In 2021, the Musée du Quai Branly announced it would return a fraction of the antiquities held in its collection to the Republic of Benin, formerly known as the West African kingdom of Dahomey. Soon after hearing the news, French filmmaker Mati Diop (A Thousand Suns, MIFF 2014) and cinematographer Joséphine Drouin-Viallard were hot on their trail. The resulting film captures not just the forensic packing and transporting of these 26 artefacts, but also Beninese people interrogating the items’ significance to their culture, the country’s vestigial ties to France and the very purpose of museums – all woven together with narration by a Beninese king’s statue, long since forgotten in a warehouse, that yearns for home.

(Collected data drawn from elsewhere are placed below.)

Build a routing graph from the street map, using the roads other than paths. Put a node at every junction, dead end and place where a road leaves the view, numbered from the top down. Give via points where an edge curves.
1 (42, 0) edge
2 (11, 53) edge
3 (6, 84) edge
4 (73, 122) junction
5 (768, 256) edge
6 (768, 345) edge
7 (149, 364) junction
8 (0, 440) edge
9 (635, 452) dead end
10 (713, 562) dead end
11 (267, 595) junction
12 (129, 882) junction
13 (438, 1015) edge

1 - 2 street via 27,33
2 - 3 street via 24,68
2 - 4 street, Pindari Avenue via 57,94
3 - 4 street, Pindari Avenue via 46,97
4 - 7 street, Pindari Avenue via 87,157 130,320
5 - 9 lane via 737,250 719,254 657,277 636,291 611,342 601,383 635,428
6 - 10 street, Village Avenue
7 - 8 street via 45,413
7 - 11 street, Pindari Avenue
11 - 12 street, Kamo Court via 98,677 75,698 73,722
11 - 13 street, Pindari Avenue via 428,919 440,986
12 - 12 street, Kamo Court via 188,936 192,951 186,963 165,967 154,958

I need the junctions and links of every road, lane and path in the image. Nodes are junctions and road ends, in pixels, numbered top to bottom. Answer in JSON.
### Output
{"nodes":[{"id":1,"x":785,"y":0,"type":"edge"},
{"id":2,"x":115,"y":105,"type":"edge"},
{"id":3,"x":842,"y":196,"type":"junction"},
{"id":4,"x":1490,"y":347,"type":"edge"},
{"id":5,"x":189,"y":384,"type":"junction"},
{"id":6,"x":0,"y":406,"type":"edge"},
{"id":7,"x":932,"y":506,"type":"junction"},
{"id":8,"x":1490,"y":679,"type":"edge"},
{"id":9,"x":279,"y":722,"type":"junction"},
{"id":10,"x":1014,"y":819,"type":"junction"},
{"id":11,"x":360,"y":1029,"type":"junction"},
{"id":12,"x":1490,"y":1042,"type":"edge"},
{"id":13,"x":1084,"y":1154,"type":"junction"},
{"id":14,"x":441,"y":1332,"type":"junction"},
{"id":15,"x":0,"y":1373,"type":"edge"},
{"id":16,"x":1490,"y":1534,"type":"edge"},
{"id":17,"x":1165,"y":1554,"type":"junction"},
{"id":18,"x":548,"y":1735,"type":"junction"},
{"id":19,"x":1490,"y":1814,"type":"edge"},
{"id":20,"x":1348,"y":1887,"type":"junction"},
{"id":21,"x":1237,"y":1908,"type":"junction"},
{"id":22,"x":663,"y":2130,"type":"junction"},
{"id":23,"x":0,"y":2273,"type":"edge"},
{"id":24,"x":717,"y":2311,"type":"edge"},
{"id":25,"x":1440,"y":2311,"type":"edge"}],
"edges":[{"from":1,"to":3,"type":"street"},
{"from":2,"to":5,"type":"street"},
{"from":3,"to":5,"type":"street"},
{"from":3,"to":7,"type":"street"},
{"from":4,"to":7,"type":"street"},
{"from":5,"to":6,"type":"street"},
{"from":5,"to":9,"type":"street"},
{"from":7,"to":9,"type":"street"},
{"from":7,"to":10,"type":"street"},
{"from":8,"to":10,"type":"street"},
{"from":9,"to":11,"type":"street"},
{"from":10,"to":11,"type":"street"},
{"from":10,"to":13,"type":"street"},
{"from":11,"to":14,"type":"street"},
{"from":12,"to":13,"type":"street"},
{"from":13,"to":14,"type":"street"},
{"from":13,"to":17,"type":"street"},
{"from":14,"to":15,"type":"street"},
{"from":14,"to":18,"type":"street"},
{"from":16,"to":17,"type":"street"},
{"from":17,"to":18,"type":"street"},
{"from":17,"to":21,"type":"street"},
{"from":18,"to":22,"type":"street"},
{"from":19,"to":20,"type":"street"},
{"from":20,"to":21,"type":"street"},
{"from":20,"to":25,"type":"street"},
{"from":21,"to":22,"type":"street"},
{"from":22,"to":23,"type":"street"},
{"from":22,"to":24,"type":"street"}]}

Artfully blending documentary and dramatisation, Diop’s follow-up to the Dakar-set ghost story Atlantics is a mesmerising treatise on belonging and self-determination. More than a mere cinematic ode to history and the painstaking exercise of archaeological preservation, Dahomey is a form-transcending account of those who tirelessly work to reconnect object to place in the face of belligerent institutions, and of a nation keen to emerge from the ruinous impact of colonisation.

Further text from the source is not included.